» **Material supplied**
= Beginning of Section =
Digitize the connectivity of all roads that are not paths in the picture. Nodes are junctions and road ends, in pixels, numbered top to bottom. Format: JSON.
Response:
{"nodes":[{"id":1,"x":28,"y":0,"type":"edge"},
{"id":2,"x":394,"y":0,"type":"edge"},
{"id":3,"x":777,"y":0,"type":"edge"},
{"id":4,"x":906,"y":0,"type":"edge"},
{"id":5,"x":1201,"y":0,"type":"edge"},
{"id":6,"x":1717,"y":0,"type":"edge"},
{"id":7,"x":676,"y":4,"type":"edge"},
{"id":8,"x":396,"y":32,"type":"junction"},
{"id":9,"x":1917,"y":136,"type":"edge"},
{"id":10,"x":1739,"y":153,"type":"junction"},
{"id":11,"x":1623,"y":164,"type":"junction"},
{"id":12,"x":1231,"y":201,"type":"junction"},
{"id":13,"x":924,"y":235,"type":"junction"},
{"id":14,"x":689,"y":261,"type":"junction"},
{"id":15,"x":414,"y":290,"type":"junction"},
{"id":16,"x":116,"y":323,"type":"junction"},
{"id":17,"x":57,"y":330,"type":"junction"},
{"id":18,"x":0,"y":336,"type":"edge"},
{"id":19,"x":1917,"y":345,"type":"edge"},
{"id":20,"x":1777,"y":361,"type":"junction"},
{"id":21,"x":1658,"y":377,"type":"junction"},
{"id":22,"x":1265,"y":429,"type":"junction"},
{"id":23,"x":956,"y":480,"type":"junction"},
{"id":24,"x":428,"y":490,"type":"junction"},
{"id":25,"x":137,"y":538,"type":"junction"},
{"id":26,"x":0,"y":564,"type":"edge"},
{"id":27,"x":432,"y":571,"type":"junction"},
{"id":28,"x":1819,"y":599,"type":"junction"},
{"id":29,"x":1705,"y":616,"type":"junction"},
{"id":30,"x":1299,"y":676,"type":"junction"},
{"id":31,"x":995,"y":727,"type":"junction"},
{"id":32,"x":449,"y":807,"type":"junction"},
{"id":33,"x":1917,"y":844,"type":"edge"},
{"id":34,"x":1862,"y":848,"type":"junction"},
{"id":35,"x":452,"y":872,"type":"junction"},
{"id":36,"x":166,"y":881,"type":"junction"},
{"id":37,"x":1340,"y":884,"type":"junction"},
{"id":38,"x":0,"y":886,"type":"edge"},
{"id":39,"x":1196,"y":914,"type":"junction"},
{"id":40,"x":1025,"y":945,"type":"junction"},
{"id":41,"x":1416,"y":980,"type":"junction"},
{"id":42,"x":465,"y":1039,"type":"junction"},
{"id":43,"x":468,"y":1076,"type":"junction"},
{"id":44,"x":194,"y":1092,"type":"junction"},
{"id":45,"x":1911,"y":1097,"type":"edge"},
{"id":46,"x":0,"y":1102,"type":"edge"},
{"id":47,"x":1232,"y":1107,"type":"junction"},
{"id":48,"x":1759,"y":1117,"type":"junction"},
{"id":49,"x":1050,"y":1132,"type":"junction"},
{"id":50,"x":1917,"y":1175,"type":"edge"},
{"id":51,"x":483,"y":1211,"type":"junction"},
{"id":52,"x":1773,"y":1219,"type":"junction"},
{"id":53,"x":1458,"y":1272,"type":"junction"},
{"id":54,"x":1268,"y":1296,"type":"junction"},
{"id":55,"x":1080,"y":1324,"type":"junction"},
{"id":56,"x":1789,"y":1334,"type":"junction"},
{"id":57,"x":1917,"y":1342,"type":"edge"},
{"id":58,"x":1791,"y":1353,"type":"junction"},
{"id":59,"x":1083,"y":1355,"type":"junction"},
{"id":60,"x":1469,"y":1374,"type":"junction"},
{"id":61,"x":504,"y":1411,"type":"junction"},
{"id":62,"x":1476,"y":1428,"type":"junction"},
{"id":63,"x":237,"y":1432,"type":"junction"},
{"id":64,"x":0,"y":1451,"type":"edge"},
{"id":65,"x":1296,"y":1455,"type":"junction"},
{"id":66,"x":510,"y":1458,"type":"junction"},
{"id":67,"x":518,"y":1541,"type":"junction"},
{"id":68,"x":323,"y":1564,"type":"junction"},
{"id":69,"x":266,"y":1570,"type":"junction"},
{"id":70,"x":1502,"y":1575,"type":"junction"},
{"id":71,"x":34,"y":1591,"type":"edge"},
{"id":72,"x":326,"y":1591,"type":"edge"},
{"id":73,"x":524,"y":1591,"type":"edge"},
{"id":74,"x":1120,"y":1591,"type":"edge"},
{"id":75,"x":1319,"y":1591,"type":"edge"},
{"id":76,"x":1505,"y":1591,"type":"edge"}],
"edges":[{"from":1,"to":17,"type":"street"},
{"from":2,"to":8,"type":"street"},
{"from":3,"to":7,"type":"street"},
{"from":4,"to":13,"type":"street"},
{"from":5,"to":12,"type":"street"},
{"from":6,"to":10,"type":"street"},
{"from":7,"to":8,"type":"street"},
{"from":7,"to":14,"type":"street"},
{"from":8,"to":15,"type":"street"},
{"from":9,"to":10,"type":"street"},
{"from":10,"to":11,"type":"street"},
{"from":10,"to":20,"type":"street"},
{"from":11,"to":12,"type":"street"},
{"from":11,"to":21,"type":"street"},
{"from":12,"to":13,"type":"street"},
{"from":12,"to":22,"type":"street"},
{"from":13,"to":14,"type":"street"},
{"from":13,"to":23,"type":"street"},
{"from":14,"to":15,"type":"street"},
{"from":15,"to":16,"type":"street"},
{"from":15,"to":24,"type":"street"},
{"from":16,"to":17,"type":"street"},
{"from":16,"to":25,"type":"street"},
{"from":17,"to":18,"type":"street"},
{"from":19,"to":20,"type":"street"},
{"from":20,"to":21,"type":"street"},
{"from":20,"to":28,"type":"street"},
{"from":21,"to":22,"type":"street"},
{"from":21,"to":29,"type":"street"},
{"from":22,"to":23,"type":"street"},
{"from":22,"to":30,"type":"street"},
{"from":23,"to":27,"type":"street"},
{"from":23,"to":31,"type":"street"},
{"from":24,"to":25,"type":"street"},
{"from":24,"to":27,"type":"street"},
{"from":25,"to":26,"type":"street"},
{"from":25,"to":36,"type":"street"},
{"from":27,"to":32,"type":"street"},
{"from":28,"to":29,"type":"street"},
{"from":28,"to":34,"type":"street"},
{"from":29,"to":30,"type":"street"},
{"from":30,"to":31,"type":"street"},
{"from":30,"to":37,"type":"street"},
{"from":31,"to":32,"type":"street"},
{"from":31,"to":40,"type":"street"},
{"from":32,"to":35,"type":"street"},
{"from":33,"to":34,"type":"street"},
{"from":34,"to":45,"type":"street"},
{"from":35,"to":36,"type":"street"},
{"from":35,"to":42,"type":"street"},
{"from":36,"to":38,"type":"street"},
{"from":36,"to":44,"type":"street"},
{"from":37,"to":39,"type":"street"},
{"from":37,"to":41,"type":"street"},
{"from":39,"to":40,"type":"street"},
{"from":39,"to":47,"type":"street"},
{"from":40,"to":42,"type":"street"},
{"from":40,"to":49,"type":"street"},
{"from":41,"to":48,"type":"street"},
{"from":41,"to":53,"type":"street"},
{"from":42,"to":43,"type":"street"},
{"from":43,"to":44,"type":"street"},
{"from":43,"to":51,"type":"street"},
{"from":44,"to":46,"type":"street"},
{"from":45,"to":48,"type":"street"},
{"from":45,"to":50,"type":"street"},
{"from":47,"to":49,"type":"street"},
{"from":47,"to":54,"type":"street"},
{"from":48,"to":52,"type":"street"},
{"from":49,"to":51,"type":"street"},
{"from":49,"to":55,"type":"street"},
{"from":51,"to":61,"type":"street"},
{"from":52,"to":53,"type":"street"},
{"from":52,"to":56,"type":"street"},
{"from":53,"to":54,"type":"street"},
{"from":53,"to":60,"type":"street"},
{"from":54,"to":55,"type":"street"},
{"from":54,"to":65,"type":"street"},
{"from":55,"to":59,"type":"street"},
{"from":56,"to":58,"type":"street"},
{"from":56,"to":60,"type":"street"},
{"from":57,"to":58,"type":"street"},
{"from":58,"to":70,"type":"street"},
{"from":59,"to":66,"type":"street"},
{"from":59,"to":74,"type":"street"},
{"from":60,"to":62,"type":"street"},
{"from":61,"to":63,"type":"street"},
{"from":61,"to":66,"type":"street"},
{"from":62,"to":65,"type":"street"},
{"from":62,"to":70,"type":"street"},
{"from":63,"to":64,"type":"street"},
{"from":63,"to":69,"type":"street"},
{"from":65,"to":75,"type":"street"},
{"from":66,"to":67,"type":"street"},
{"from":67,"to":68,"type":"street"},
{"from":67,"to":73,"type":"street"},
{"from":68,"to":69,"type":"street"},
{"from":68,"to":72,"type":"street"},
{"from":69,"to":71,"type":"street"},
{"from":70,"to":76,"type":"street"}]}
= End of Section =
= Beginning of Section =
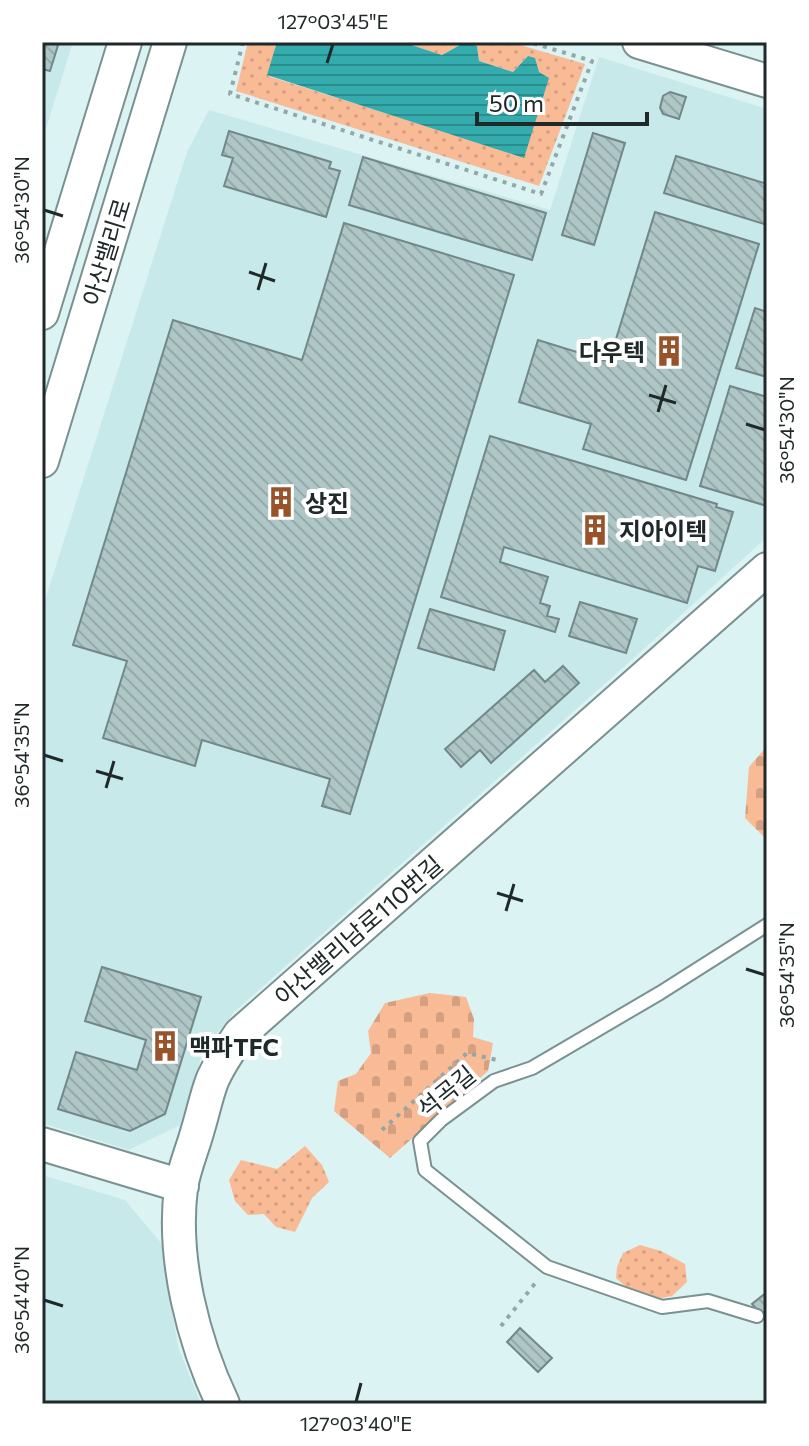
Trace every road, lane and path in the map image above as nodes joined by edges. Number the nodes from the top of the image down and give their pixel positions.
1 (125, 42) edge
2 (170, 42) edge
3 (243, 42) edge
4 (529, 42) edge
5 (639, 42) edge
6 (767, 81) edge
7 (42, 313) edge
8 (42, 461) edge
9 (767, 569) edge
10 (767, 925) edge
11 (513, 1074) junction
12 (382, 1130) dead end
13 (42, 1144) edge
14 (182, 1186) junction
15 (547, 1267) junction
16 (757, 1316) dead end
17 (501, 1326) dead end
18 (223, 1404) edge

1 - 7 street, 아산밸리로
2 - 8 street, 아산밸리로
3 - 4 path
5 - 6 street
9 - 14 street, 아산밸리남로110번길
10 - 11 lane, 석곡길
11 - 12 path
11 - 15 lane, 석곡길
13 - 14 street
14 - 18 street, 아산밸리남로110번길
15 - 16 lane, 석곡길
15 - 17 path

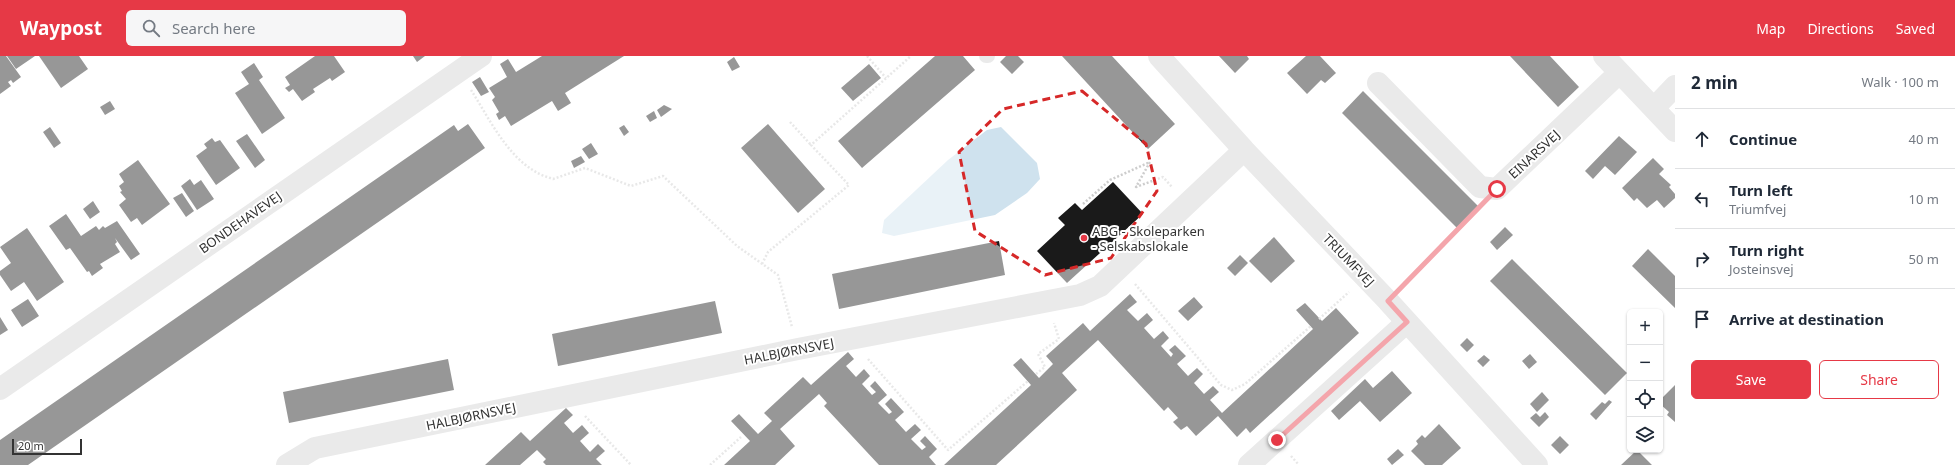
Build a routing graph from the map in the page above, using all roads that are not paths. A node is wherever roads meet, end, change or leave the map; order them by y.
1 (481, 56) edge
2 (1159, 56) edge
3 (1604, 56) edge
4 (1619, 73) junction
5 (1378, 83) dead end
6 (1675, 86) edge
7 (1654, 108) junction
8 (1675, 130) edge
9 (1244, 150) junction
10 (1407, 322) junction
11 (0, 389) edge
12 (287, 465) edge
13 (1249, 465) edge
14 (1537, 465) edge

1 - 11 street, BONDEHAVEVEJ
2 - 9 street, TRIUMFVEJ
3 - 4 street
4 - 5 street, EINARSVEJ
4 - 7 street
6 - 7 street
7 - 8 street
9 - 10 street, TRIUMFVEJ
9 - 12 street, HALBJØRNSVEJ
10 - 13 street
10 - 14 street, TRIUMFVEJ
= End of Section =
= Beginning of Section =
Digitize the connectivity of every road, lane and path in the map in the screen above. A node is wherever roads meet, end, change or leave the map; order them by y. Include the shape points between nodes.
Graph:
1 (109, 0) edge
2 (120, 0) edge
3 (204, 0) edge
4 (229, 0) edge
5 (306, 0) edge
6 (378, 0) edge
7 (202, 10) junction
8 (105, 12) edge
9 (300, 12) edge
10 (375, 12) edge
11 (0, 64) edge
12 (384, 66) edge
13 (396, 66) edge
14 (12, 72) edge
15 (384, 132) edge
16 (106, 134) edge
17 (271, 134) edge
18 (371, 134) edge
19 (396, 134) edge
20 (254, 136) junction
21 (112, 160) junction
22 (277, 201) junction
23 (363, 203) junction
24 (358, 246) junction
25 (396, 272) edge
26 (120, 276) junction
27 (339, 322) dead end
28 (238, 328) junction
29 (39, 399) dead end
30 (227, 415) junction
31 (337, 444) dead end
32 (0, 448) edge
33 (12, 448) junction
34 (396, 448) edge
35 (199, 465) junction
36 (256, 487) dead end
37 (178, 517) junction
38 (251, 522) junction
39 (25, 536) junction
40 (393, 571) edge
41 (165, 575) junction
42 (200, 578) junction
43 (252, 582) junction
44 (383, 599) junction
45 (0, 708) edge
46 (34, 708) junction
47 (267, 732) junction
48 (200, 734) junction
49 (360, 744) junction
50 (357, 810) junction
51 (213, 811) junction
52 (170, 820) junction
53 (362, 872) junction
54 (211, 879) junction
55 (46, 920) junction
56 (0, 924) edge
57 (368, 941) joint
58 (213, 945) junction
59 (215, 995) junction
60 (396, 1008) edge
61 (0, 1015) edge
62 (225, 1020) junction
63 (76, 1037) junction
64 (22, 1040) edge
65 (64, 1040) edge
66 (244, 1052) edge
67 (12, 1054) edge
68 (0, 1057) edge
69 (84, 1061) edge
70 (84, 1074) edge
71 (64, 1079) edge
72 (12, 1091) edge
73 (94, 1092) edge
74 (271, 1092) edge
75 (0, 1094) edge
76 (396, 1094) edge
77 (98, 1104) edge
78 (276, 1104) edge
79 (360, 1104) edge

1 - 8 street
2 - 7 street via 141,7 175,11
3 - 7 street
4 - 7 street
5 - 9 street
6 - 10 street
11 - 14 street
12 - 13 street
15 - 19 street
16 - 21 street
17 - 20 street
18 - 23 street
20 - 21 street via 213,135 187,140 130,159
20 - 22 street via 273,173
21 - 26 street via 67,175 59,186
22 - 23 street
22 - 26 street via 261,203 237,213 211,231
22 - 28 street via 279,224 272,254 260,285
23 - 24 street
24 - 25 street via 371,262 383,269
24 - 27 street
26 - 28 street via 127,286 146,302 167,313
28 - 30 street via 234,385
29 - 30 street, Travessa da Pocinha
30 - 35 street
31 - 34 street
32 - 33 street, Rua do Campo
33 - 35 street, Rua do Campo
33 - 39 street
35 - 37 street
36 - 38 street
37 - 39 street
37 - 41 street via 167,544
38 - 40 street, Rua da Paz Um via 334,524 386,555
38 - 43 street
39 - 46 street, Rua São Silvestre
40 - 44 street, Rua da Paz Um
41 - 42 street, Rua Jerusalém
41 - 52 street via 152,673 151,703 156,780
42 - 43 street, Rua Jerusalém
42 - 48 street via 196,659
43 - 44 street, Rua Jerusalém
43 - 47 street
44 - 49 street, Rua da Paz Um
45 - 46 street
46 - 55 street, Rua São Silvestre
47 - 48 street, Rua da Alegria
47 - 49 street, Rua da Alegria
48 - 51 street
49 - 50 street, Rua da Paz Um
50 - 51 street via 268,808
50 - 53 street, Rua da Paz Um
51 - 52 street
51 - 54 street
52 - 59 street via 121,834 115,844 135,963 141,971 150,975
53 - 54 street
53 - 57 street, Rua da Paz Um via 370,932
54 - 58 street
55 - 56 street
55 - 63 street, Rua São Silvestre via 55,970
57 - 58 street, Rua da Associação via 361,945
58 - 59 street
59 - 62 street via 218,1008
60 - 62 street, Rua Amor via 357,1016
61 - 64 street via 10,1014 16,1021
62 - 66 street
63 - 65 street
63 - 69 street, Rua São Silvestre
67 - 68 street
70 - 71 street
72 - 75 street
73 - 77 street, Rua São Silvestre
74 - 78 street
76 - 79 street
= End of Section =
» **Directions for this task**
Copy, from the data above, every line where the word "connectivity" appears.

» **Task solution**
Digitize the connectivity of all roads that are not paths in the picture. Nodes are junctions and road ends, in pixels, numbered top to bottom. Format: JSON.
Digitize the connectivity of every road, lane and path in the map in the screen above. A node is wherever roads meet, end, change or leave the map; order them by y. Include the shape points between nodes.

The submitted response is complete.